Last November Newfong was inducted into the Australian Media Hall of Fame. David Armstrong, a former editor of The Canberra Times and editor-in-chief of The Australian, wrote “Newfong was a general reporter who also wrote about Indigenous affairs. Deamer advised him to develop all-round skills so he would not be pigeon-holed as writing only about being Black. At the end of July, however, it came to a sudden end when Rupert Murdoch sacked Deamer during a dispute over the direction of the newspaper. Newfong was to be a secondary casualty: he was typecast by the new editors as an ‘Aboriginal writer’ and there was no place for him in their plans. A senior editor told him: ‘John, I’m sorry but I don’t think there is going to be much here for you anymore.” That editor would tell this writer that the editor-in-chief ‘reckons Australians don’t want to read about Black people.’”
I was working for The Australian at the time Newfong was employed by Deamer.

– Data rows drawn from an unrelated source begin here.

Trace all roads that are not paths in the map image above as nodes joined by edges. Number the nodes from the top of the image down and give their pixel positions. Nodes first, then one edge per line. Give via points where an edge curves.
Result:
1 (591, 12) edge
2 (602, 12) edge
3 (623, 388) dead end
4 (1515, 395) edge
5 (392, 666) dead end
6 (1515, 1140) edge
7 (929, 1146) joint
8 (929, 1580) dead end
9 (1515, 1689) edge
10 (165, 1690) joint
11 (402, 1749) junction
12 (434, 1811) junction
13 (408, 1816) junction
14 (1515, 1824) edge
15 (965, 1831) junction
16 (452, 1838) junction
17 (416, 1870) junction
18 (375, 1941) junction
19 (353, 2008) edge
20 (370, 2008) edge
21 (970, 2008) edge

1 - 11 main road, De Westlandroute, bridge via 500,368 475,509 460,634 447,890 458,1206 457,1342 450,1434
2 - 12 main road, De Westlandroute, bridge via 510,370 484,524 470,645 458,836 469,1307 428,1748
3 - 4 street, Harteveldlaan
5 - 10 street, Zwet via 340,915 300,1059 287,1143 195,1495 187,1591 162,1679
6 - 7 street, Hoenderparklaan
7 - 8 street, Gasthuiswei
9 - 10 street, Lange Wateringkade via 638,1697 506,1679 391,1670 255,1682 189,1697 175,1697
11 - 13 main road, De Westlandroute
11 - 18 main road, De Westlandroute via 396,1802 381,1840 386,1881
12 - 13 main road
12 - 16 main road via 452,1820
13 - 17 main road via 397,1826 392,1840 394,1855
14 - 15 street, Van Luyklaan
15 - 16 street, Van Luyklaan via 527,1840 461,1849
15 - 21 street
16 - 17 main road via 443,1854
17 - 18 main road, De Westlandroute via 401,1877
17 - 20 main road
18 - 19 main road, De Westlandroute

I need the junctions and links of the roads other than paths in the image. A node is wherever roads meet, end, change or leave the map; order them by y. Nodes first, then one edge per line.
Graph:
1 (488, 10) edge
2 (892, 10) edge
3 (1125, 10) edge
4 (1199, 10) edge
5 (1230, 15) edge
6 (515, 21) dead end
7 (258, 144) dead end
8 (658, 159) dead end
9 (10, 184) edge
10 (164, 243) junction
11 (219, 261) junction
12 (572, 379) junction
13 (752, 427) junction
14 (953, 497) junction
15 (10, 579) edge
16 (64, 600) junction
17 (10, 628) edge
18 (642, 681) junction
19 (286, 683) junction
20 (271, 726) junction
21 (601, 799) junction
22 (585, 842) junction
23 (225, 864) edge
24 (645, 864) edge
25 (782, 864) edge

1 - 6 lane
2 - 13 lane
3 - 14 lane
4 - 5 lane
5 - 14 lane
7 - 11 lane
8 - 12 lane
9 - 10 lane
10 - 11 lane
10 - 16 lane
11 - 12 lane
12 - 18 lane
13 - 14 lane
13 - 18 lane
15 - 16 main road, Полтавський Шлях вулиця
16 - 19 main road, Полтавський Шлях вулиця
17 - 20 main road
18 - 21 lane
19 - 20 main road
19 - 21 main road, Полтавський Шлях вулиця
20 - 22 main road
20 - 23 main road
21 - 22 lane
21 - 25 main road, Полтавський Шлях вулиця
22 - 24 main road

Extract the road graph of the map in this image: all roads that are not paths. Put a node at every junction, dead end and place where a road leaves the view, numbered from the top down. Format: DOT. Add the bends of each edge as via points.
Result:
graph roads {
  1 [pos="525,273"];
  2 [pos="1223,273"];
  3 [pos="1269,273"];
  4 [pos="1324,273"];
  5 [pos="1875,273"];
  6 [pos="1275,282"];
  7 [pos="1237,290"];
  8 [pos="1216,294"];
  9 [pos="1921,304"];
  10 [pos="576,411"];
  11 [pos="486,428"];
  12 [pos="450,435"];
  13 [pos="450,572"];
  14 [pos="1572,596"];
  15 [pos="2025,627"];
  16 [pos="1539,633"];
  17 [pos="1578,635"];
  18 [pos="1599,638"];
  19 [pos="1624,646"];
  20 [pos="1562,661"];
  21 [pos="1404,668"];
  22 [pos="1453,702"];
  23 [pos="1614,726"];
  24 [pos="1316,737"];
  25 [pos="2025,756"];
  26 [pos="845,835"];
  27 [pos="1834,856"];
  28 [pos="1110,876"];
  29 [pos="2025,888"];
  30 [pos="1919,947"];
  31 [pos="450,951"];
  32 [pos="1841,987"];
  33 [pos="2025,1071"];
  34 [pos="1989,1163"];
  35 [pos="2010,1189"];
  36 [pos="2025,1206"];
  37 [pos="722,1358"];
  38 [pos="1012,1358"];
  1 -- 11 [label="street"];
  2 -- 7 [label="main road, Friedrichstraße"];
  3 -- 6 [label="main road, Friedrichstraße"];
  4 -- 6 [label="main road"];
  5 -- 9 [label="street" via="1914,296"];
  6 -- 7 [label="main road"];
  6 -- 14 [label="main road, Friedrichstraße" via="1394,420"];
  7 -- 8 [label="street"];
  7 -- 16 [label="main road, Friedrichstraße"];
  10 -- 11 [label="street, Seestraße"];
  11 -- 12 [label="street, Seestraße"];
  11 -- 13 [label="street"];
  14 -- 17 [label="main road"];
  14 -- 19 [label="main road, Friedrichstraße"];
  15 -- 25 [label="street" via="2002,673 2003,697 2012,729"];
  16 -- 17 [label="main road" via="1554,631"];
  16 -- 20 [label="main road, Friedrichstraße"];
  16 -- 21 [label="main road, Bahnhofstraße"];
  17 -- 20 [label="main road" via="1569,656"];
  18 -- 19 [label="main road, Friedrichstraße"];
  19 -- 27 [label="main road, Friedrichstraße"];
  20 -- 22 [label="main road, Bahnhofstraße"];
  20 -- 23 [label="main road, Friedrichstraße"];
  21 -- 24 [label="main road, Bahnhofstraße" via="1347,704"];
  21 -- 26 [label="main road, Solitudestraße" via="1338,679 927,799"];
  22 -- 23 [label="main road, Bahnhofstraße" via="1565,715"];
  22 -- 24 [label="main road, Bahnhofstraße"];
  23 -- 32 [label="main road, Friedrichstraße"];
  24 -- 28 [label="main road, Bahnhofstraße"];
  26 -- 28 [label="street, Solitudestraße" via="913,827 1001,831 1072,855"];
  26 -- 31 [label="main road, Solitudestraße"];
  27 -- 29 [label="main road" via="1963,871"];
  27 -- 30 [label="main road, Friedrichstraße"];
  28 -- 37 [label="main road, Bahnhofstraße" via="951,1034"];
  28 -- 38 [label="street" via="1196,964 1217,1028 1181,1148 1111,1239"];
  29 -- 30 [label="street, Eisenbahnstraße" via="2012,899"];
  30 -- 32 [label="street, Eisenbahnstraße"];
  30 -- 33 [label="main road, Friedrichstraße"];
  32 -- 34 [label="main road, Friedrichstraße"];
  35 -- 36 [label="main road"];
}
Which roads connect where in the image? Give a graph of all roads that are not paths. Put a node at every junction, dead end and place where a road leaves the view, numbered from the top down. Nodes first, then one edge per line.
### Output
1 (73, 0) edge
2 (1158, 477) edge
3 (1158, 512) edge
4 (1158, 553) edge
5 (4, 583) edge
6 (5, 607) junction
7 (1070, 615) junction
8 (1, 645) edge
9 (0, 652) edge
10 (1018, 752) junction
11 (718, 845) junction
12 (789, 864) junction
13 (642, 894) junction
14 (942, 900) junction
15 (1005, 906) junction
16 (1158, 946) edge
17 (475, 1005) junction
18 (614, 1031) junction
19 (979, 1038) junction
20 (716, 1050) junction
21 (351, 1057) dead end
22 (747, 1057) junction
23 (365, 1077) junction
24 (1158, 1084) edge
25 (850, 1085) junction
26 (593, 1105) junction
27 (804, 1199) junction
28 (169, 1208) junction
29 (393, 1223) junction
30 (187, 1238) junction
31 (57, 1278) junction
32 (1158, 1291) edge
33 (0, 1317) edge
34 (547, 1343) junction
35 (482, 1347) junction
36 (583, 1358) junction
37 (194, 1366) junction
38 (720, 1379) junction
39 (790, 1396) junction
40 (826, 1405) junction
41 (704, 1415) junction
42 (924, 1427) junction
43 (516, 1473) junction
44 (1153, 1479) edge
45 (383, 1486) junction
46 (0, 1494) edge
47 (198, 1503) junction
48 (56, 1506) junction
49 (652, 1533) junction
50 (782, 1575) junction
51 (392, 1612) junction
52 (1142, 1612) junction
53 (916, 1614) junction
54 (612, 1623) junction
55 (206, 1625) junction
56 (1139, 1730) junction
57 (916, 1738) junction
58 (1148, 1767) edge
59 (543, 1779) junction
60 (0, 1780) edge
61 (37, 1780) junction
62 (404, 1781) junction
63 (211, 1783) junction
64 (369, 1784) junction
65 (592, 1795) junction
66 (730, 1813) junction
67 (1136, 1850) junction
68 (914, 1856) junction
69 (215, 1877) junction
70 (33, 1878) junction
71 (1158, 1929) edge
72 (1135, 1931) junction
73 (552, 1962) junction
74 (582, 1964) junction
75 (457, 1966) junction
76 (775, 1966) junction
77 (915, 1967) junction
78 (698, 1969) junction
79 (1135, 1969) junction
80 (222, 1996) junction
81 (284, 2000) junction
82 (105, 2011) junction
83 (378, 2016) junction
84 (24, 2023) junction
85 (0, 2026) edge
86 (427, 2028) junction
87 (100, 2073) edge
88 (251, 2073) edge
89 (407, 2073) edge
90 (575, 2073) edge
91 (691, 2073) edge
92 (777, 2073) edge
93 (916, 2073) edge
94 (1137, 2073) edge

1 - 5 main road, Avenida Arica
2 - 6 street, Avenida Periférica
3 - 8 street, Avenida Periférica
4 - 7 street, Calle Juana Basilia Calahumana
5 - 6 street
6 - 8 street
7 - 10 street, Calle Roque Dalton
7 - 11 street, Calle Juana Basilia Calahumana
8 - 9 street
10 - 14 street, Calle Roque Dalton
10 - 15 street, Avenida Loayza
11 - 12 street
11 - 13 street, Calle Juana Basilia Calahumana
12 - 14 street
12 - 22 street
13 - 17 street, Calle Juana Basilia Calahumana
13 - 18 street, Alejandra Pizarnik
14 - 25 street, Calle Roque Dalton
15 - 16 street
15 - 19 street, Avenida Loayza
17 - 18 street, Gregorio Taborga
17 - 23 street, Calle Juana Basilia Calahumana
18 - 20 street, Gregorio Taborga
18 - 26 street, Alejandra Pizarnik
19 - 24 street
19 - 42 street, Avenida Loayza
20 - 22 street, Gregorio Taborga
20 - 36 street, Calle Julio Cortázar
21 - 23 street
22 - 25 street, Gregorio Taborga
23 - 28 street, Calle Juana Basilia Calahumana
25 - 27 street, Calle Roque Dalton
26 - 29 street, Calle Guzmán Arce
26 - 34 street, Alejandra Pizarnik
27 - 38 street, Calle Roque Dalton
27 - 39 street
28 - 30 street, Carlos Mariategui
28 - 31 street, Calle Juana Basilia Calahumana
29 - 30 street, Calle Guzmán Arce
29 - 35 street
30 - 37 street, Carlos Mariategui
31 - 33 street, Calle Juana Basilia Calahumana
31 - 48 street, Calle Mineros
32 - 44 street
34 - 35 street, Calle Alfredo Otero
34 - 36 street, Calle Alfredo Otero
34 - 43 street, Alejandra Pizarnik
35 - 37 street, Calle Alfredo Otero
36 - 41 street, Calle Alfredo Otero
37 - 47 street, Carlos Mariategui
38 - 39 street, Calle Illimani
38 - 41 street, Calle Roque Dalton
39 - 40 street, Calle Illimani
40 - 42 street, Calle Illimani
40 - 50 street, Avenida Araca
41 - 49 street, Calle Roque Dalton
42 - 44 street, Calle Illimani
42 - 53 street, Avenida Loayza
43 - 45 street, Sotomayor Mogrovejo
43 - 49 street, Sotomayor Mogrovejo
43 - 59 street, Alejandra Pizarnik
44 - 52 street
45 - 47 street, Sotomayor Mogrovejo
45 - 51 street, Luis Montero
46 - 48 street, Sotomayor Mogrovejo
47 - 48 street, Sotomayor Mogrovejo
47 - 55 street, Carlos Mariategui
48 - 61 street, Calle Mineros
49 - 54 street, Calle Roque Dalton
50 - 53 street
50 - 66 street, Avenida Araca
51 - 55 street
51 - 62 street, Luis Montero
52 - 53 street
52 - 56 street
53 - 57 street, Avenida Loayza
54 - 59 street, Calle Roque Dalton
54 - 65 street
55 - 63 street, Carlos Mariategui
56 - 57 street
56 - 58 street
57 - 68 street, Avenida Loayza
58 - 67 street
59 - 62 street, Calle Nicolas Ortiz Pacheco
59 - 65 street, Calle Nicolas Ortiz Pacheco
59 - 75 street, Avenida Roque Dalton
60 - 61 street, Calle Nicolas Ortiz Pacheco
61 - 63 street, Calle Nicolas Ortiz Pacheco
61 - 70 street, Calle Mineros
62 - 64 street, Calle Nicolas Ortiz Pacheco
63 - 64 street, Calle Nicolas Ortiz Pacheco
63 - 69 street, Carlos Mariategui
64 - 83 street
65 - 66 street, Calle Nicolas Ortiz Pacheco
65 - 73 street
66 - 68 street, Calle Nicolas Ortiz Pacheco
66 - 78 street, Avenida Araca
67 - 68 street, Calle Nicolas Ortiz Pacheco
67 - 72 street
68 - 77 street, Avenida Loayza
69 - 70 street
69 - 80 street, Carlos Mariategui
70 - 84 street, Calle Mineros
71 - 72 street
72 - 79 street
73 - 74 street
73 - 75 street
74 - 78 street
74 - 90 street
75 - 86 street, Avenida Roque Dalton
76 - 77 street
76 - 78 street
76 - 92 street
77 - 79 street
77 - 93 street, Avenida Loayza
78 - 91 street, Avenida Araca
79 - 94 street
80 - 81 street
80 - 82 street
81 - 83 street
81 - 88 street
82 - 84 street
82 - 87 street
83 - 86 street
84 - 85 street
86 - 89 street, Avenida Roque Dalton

Wikipedia claims, “In 1971 Murdoch sacked Deamer for writing an editorial which criticised the Springbok [rugby] tour of Australia at a time when public opinion was quite heated about South Africa's regime of apartheid.” It was me who launched The Australian’s campaign questioning the advisably of the tour, and who publicised the impending demonstrations. At the time, I was under the impression Deamer had been sacked after an argument with Ken May regarding a Murdoch comment that The Australian had, under Deamer, become a “radical broadsheet” (despite higher daily sales than ever, it lacked subscriptions). Deamer was succeeded by Bruce Rothwell, who was already editor of the woeful and happily short-lived Sunday Australian. Rothwell’s entry in the Australian Dictionary of Biography says, “From the outset, rivalry between Rothwell and Adrian Deamer, the editor of the weekday Australian, factionalised the staff”, which is an understatement: Deamer was popular, communicative and progressive; Rothwell was not. Rothwell didn’t last long – he was replaced by Owen Thomson. Based on my experience of working for all three editors, I would say it was more likely to have been Rothwell who got rid of  Newfong, under instruction from Murdoch. The decision is not one the Thomson I knew so well would have made. However, opposition to Newfong’s employment – presumably seen as part of Deamer’s “radicalisation” of The Australian - very much fits into the pattern of Rupert Murdoch’s long-held attitude towards Australia’s Indigenous population.
DISCLAIMER: The author of this blog post worked for Rupert Murdoch at The Australian, 1969-72, the London Sunday Times, the Sunday Independent (Perth), Sunday Sun and Daily Sun (Brisbane), 1985-87, and the Townsville Bulletin, 1993-97.

4 comments:

SteveK said...

He did marry Chinese-born Wendi. So I guess he discriminated more on the basis of class than he did on race.

John Cooper said...

Not a safe assumption, since most racists make individual exceptions, and point to them as proof of a pure heart.

Bill M said...

Here in the USA his companies sway the news their way and the cable news outfit sways it their way. In any case he should not be able to own so many major outlets.

Nick Bodemer said...

I'm still not sure why one person should be allowed to control such a global monopoly on something as crucial as information.